● Material provided
● ● ● ● ● ● ●
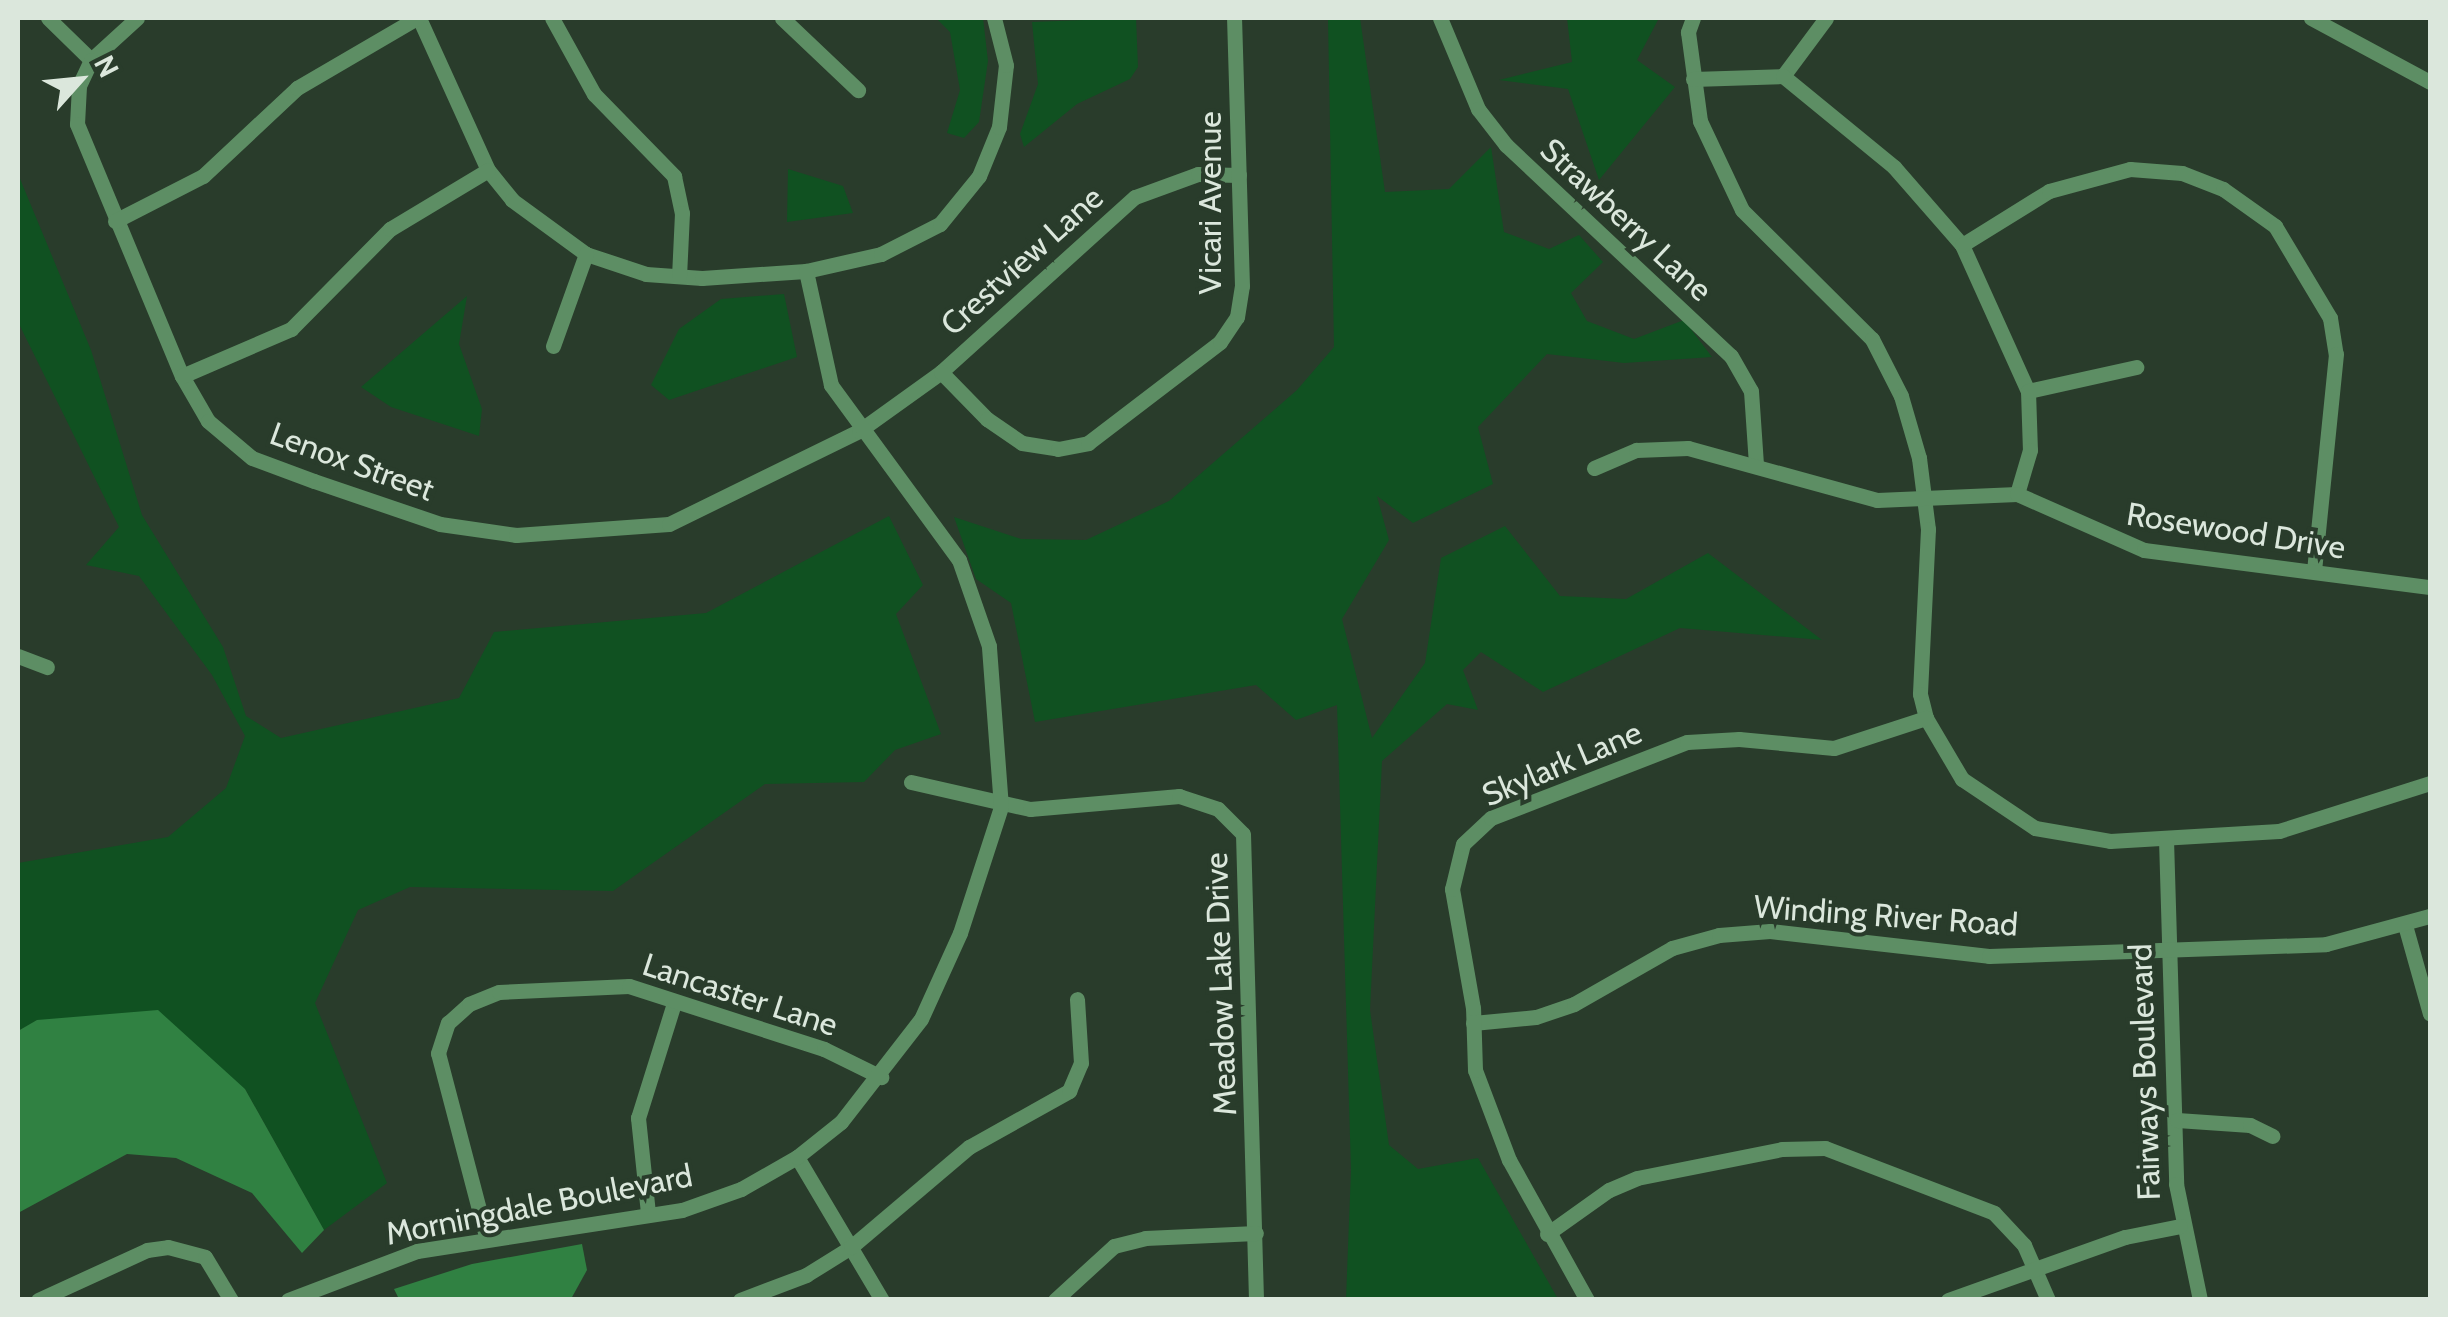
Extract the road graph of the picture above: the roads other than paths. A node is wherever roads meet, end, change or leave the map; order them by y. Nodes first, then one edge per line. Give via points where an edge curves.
● ● ● ● ● ● ●
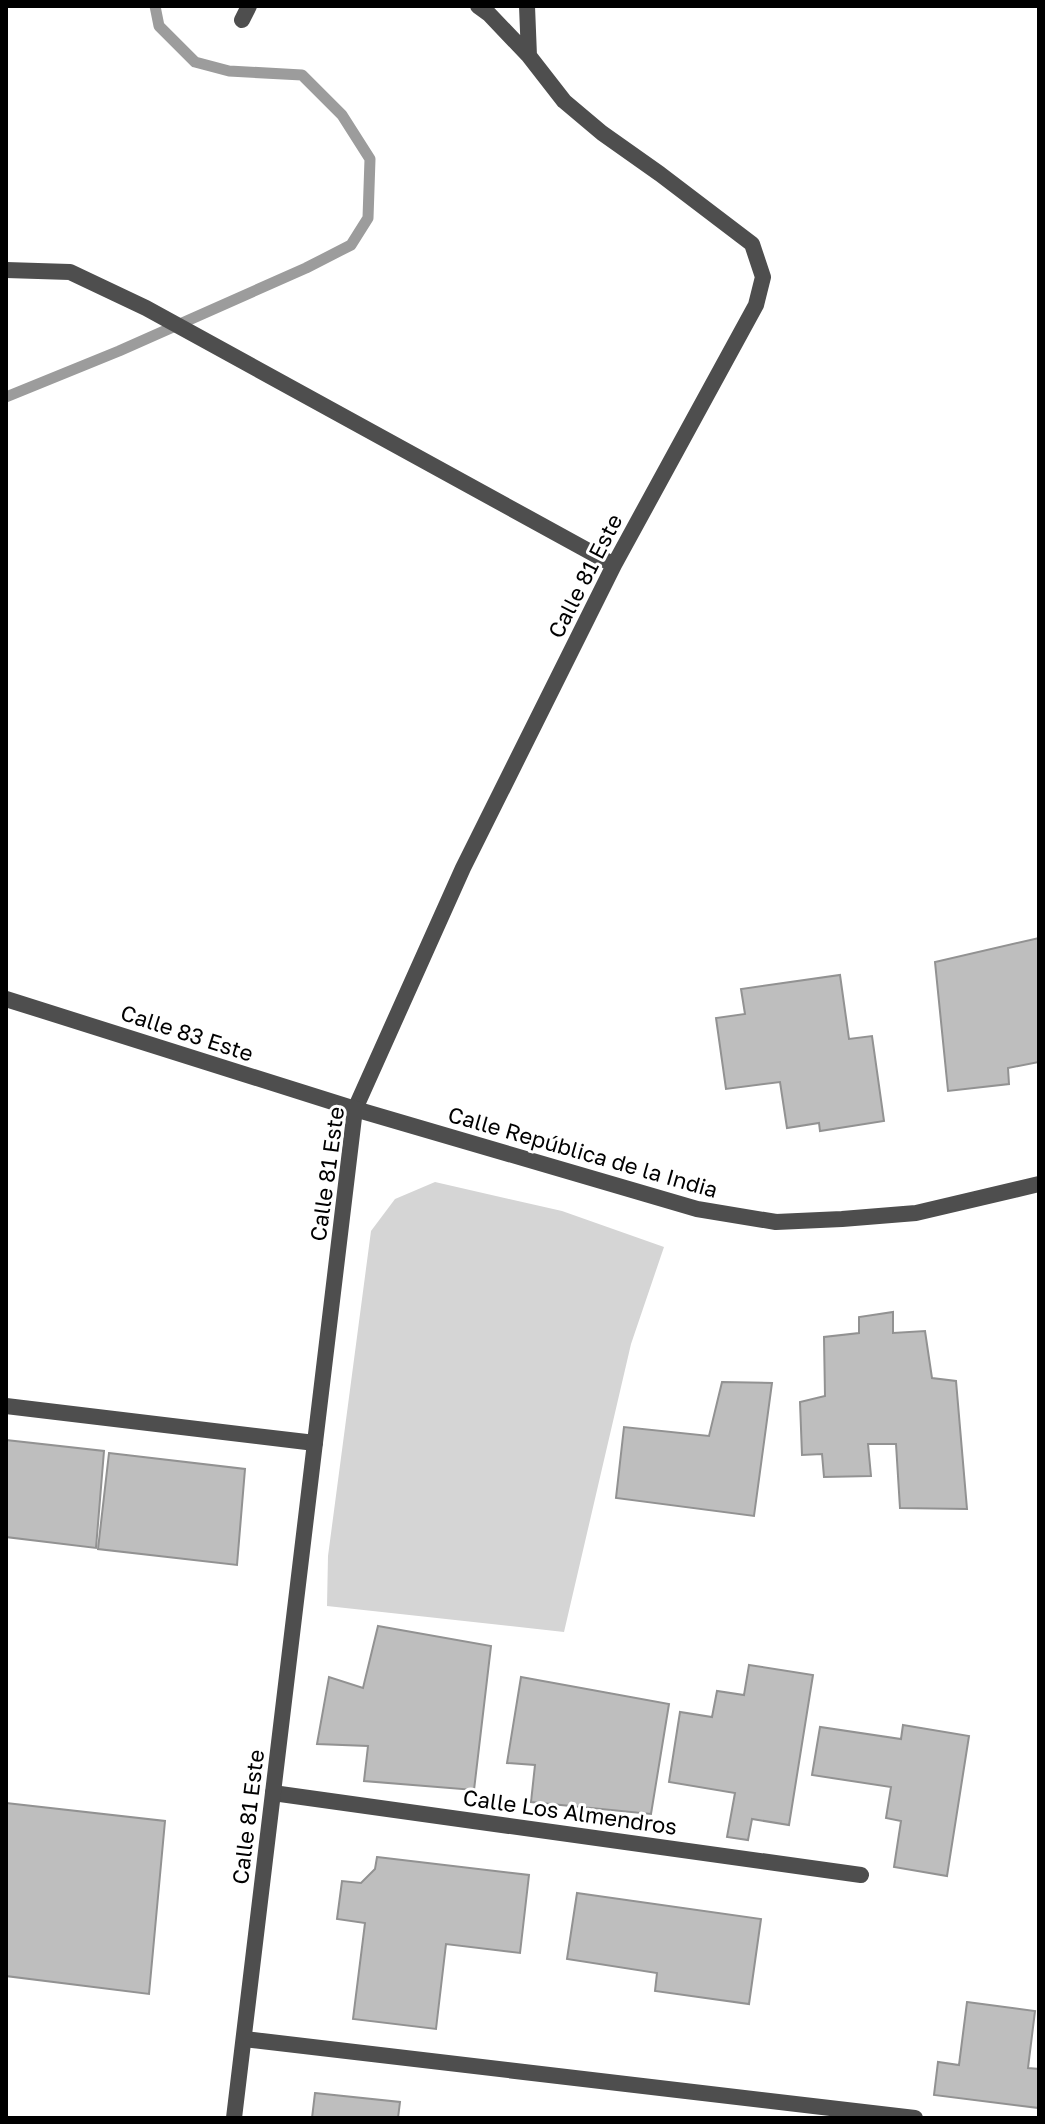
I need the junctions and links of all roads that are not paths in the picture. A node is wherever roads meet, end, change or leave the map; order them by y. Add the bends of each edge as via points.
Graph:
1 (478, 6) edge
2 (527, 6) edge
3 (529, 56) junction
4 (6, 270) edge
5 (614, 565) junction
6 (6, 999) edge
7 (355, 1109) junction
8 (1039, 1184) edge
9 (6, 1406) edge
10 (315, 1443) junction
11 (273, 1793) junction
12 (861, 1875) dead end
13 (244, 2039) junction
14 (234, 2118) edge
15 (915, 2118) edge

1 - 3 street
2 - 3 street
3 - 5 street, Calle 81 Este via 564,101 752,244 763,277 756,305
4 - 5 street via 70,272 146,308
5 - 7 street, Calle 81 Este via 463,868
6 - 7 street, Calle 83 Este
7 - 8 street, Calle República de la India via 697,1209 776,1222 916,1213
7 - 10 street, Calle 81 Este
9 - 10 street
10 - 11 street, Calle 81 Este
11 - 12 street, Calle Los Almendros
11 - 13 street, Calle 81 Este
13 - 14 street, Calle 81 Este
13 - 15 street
● ● ● ● ● ● ●
Wherever a line of the material has the word "points", add it to a tally; give only the final number.

2